■ **Recorded data**:
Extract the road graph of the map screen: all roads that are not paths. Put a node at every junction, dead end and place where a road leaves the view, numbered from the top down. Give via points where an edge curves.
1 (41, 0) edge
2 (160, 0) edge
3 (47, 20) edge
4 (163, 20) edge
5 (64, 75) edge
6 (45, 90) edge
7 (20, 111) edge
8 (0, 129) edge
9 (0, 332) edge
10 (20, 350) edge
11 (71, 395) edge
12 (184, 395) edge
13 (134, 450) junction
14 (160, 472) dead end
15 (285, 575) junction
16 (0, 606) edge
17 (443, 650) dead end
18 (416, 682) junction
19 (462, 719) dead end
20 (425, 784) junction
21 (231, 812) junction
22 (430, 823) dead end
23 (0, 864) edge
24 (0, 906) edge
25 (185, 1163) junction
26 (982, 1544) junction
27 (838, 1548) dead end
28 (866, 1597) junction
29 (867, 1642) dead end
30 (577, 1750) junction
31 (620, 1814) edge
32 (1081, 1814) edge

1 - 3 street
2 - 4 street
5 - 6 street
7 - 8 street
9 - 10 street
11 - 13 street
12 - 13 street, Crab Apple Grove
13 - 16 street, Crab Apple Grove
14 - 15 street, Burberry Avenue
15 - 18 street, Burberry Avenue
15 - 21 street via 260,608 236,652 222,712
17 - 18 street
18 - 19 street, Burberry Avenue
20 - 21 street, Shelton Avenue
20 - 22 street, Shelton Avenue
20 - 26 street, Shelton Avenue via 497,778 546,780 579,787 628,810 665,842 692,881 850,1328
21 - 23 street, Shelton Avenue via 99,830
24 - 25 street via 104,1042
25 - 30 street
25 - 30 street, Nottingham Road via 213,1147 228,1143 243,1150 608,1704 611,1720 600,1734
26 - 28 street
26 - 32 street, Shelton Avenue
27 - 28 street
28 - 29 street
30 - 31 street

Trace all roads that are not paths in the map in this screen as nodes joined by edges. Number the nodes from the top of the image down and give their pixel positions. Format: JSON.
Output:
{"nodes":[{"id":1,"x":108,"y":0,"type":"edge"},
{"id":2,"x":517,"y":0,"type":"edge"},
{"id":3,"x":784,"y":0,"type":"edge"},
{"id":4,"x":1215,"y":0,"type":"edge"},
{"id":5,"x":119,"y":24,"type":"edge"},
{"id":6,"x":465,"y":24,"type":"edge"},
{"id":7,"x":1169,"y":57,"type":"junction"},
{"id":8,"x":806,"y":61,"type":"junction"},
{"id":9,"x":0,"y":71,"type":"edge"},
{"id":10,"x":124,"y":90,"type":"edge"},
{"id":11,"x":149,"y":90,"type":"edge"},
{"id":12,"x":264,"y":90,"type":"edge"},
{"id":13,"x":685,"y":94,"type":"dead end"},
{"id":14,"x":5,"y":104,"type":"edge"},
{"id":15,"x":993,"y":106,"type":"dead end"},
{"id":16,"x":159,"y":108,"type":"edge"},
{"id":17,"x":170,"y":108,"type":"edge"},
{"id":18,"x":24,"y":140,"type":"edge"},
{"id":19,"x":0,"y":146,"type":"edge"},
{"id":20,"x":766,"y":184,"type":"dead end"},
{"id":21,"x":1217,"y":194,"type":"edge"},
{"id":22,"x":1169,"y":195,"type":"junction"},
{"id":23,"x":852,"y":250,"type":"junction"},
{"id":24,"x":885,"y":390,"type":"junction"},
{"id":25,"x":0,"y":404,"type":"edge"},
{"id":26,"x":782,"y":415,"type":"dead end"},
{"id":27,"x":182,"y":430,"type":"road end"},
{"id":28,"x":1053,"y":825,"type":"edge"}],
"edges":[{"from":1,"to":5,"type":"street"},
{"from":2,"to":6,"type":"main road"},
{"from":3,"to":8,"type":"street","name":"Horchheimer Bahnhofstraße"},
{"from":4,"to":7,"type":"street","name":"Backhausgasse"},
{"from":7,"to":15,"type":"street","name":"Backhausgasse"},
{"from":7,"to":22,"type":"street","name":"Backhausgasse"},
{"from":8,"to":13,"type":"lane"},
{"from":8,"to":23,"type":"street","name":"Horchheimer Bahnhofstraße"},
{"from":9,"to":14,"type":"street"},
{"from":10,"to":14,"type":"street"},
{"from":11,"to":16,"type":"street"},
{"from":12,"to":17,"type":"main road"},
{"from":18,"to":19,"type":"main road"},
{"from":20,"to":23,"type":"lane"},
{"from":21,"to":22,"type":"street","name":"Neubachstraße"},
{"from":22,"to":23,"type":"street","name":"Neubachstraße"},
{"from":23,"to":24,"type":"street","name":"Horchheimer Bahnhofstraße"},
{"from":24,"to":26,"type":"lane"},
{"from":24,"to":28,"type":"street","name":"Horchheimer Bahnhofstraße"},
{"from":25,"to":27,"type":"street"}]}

■ **Problem to work on**: Pull out all lines from the entries above in which the word "name" appears.

■ **Answer to the exercise**:
{"from":3,"to":8,"type":"street","name":"Horchheimer Bahnhofstraße"},
{"from":4,"to":7,"type":"street","name":"Backhausgasse"},
{"from":7,"to":15,"type":"street","name":"Backhausgasse"},
{"from":7,"to":22,"type":"street","name":"Backhausgasse"},
{"from":8,"to":23,"type":"street","name":"Horchheimer Bahnhofstraße"},
{"from":21,"to":22,"type":"street","name":"Neubachstraße"},
{"from":22,"to":23,"type":"street","name":"Neubachstraße"},
{"from":23,"to":24,"type":"street","name":"Horchheimer Bahnhofstraße"},
{"from":24,"to":28,"type":"street","name":"Horchheimer Bahnhofstraße"},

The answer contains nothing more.